«Per qualcuno la violenza non basta, vogliono un morto a Chacao». Per una volta, l’allarme non viene da fonte governativa, ma da un sindaco di opposizione, Ramon Muchacho, che governa il municipio di Chacao, un esclusivo quartiere nella parte est della capitale venezuelana.

Una zona in cui continuano le «guarimbas» (barricate di chiodi, detriti e spazzatura data alle fiamme e filo spinato teso fra un bordo e l’altro della strada). Domenica si sono verificati altri scontri, che hanno provocato una decina di feriti. Dal municipio Chacao è partita anche la marcia di protesta diretta dai leader più oltranzisti dell’opposizione: Maria Corina Machado e Antonio Ledezma, affiancati dalla moglie di Leopoldo Lopez, Lilian Tintori. Il marito, leader del partito Voluntad Popular è in carcere da due mesi con l’accusa di associazione a delinquere finalizzata al terrorismo.

Con loro hanno sfidato anche gli studenti che continuano a chiedere «la salida», la rinuncia del presidente Nicolas Maduro. Per l’occasione, hanno bruciato in piazza un pupazzo con le fattezze del capo di stato, interpretando in questo modo la tradizione venezuelana di bruciare l’immagine di Giuda durante la settimana santa. In altre parti della capitale, i chavisti hanno bruciato invece dei Giuda che rappresentano figure di opposizione. Piccoli gruppi hanno tenuto alta la tensione anche ieri in diverse parti del paese, bloccando strade e bruciando autobus. Una banda di incappucciati ha preso di mira il Banco venezuelano, provocando seri danni. Finora le violenze hanno fatto registrare 41 morti e oltre 650 feriti.

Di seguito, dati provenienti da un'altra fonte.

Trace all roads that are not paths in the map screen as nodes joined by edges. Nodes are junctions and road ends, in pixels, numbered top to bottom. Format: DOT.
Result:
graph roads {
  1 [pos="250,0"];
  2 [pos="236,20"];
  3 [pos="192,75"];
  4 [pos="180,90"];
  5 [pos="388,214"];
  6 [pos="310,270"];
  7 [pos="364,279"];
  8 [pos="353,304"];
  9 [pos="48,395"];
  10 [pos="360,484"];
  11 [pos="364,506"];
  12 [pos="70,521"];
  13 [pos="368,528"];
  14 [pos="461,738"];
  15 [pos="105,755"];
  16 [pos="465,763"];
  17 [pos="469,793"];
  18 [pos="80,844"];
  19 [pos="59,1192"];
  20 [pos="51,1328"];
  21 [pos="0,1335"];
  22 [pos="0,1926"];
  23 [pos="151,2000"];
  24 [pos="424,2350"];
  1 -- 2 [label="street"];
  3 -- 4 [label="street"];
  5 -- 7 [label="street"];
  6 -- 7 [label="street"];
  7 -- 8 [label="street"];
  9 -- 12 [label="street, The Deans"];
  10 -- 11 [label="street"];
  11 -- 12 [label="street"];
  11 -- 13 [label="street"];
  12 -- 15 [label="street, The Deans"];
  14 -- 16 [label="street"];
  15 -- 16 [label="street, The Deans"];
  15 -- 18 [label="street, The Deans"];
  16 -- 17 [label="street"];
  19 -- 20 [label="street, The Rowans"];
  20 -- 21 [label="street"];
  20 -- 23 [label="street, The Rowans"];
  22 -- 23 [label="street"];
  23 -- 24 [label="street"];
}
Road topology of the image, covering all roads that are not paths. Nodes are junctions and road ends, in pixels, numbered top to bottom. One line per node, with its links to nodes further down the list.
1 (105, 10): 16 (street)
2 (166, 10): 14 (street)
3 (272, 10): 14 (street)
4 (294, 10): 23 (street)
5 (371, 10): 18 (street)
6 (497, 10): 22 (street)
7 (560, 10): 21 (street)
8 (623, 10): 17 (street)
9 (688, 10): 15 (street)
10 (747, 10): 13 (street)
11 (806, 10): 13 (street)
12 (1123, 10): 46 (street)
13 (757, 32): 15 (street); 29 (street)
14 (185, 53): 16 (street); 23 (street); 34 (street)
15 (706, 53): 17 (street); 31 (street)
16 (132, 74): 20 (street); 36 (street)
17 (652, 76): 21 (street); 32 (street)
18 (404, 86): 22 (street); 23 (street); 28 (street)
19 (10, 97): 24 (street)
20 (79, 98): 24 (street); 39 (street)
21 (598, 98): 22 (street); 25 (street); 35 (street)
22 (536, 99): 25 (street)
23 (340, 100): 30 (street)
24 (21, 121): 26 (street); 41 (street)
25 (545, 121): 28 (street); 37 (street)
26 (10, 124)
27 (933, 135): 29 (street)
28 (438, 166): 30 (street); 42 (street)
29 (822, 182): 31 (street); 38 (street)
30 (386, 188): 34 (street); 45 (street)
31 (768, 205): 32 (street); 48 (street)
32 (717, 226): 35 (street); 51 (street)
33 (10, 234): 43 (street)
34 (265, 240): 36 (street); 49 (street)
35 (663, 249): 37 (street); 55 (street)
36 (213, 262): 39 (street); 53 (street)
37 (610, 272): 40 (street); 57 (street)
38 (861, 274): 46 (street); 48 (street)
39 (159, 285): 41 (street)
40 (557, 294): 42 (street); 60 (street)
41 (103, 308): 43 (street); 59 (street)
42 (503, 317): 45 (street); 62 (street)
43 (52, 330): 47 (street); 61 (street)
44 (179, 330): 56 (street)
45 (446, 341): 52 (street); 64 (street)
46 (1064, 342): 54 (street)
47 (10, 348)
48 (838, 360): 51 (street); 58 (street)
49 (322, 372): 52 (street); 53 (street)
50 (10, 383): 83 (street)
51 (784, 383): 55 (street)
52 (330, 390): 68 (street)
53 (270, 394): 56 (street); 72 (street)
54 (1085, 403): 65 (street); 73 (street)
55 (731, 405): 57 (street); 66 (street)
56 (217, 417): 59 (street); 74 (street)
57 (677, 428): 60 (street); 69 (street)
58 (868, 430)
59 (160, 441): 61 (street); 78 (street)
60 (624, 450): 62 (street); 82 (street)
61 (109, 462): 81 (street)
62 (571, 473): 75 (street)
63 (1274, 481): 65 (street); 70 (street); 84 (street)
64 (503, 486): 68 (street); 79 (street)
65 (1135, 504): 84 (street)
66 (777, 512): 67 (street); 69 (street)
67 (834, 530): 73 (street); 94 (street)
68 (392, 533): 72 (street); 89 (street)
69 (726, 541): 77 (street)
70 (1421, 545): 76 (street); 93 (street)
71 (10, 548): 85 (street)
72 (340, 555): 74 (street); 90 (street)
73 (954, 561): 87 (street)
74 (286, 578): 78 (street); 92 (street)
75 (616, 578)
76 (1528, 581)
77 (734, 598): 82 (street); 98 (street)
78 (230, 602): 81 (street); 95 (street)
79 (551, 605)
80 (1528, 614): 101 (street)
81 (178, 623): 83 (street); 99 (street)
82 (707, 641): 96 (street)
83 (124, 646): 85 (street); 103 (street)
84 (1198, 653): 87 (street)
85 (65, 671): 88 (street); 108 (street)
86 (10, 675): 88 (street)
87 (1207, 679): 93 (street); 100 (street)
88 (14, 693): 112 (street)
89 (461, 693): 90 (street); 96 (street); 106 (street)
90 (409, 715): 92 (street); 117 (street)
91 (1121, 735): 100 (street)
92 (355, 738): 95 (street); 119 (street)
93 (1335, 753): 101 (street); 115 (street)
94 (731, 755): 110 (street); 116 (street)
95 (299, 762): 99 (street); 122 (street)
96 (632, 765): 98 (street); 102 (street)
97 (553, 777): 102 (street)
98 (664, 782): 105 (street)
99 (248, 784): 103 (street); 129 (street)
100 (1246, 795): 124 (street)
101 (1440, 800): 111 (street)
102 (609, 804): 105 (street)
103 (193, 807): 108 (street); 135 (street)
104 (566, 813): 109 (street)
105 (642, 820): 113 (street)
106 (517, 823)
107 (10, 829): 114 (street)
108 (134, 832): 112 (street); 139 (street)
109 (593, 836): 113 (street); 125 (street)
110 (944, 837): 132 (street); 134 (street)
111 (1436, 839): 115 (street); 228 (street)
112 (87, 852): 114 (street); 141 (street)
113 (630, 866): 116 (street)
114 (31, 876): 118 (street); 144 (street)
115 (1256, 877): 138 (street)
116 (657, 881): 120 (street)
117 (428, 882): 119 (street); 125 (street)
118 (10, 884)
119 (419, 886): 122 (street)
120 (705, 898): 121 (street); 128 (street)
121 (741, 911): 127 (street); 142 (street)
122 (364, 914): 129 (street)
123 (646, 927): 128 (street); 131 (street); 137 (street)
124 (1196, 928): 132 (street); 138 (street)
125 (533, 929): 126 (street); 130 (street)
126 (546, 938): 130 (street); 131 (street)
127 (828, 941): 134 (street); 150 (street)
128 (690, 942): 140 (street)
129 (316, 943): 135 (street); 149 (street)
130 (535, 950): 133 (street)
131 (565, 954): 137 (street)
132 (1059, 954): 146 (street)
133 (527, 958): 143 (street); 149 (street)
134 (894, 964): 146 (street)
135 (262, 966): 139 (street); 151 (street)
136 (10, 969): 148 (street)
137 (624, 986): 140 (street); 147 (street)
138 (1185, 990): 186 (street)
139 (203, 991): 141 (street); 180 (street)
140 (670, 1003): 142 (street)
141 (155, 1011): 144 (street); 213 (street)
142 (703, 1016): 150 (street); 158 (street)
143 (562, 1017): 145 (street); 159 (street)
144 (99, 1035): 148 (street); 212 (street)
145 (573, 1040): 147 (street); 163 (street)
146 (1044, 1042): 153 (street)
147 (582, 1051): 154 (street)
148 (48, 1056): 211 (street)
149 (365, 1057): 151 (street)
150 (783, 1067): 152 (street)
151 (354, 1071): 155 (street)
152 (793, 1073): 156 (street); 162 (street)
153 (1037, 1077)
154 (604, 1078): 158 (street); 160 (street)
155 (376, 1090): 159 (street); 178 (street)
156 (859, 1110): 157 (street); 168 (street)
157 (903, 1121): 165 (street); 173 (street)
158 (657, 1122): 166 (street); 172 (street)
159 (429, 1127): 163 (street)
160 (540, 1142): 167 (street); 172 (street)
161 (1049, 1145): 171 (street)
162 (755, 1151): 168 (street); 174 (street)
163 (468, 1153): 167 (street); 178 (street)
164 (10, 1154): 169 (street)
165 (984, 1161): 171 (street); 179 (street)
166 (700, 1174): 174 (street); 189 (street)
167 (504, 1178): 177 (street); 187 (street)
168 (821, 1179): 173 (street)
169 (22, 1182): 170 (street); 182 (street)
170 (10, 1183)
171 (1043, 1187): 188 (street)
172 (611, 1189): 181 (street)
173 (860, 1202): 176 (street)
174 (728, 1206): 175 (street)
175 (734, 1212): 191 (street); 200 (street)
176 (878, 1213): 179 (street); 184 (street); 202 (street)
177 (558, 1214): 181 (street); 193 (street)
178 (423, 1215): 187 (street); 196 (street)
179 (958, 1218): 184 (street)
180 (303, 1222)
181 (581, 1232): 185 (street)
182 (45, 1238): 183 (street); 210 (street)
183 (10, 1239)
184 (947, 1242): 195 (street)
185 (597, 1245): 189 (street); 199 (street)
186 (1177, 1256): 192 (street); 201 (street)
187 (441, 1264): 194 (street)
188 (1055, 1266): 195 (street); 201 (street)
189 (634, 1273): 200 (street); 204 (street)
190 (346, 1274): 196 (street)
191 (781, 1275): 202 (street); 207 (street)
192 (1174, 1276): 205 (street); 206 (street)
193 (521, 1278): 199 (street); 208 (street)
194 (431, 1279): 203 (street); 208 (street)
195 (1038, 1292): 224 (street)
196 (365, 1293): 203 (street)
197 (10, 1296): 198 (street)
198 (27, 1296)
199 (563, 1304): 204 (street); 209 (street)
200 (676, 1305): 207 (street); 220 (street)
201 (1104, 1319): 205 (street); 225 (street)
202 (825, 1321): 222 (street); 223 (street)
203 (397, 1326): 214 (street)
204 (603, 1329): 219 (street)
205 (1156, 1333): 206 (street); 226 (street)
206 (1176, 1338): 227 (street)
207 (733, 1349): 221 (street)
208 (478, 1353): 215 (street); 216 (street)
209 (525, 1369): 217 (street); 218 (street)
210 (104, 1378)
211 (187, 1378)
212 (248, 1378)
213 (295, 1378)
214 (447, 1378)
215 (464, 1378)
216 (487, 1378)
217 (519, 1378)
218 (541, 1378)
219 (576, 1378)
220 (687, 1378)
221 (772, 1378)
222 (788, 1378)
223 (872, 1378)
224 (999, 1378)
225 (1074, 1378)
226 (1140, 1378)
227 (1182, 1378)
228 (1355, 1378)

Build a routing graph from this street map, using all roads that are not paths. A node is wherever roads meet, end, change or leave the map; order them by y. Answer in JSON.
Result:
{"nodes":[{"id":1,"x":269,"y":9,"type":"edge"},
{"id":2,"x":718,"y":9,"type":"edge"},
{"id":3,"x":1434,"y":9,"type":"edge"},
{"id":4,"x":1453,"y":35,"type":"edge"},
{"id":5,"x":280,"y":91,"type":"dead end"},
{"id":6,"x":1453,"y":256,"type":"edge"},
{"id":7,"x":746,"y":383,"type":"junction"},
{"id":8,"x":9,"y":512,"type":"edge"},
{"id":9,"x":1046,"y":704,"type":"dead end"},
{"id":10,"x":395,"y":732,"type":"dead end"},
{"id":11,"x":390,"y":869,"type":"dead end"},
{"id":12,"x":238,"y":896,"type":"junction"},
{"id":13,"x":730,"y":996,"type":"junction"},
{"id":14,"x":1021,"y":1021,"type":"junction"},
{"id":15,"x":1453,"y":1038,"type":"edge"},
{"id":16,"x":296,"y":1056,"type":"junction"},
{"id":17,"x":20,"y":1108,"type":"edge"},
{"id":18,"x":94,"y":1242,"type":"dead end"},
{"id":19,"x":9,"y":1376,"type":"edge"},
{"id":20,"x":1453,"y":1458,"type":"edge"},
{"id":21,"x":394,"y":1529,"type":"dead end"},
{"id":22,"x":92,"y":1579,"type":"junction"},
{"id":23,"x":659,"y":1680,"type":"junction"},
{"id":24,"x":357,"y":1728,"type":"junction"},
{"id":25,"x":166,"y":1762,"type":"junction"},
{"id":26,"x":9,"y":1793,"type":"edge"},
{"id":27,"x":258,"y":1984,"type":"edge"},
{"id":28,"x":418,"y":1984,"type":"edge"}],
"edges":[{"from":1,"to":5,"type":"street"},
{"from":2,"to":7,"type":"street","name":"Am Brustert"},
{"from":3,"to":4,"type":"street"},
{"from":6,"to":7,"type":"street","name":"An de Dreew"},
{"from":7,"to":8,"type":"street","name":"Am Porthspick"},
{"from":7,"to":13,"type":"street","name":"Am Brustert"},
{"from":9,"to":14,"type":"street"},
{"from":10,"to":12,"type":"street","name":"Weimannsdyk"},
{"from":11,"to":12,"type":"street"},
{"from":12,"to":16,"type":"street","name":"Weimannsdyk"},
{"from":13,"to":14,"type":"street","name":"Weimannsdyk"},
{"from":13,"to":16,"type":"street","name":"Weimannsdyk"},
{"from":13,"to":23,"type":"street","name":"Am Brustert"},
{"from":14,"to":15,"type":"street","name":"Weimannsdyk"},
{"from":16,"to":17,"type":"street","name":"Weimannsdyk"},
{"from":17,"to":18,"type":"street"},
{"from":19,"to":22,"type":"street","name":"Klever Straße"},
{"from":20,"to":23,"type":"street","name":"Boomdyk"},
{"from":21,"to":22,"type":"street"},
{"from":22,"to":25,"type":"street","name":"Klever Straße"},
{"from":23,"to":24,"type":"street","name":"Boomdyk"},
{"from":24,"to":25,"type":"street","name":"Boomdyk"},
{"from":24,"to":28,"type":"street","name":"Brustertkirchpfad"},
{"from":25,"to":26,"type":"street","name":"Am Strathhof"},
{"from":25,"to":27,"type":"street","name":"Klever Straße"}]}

Il giovane sindaco Muchacho, scavalcato a destra dalle proteste, è uno degli eletti della Mesa de la unidad democratica (Mud) che partecipa ai dialoghi di pace con il governo, sotto l’egida della Unasur e del Vaticano. Domenica in piazza San Pietro, anche papa Bergoglio ha auspicato «che le anime si incamminino verso la riconciliazione e la concordia». E un gruppo di attivisti italo-venezuelani (Anros e l’Associazione Alba) ha srotolato uno striscione in solidarietà con la rivoluzione bolivariana.

Tutte le statistiche dicono che la stragrande maggioranza dei venezuelani appoggia il dialogo tra governo e opposizione. Con i colloqui di pace, i moderati della Mud, finora surclassati dal protagonismo delle componenti oltranziste, stanno conquistando una nuova visibilità. Chiedono più spazi di potere e sperano di zavorrare il modello economico socialista, messo alla prova da un lungo sabotaggio economico e dalla pressione dei poteri forti a livello internazionale.

Se riuscissero a spuntarla – nel paese che possiede le maggiori riserve petrolifere al mondo e che ha rimesso in questione i rapporti di proprietà, più di tutti gli altri governi progressisti dell’America latina che scommettono sul socialismo del XXI secolo -, vi sarebbero enormi ripercussioni in tutta la regione. Oggi, Maduro illustrerà i termini dell’«offensiva economica per incrementare la produzione, la crescita e il pieno rifornimento a prezzo giusto».

Intanto, continuano le ispezioni alle grandi catene commerciali per valutare la corretta applicazione della Ley organica de Precios Justos, entrata in vigore il 24 gennaio scorso «per proteggere il salario dei cittadini dall’usura e dalla speculazione. Una legge che ha aumentato il gradimento di Maduro (oggi a più del 50%), ma che ha anche accelerato l’offensiva dei poteri forti, presentata dai grandi media come protesta studentesca contro la crisi, l’insicurezza e i problemi economici.

«In Venezuela non c’è fame come ai tempi della IV Repubblica», ha detto Elias Eljuri, presidente dell’Istituto nazionale di statistica (Ine). Aver destinato ai progetti sociali oltre il 64% degli introiti ha portato innegabili benefici a tutta la popolazione, che attualmente consuma 2.285 calorie al giorno pro capite. La povertà strutturale oggi è al 5,5%. Il governo controlla il 64% di 14 alimenti base, venduti a basso costo nella più grande rete di stribuzione alimentare che è di stato. Le imprese private hanno però il controllo della produzione, inoltre quasi il 30% dei prodotti nazionali finisce nel contrabbando verso la Colombia.

Un business multimilionario che motiva le mafie e i paramilitari a tener viva la violenza negli stati di confine. In questo quadro, è probabile che, fallito il progetto «guarimbero», gli oltranzisti e chi li guida decidano di passare a una seconda fase di terrorismo e omicidi selettivi. Da qui l’allarme del sindaco Muchacho.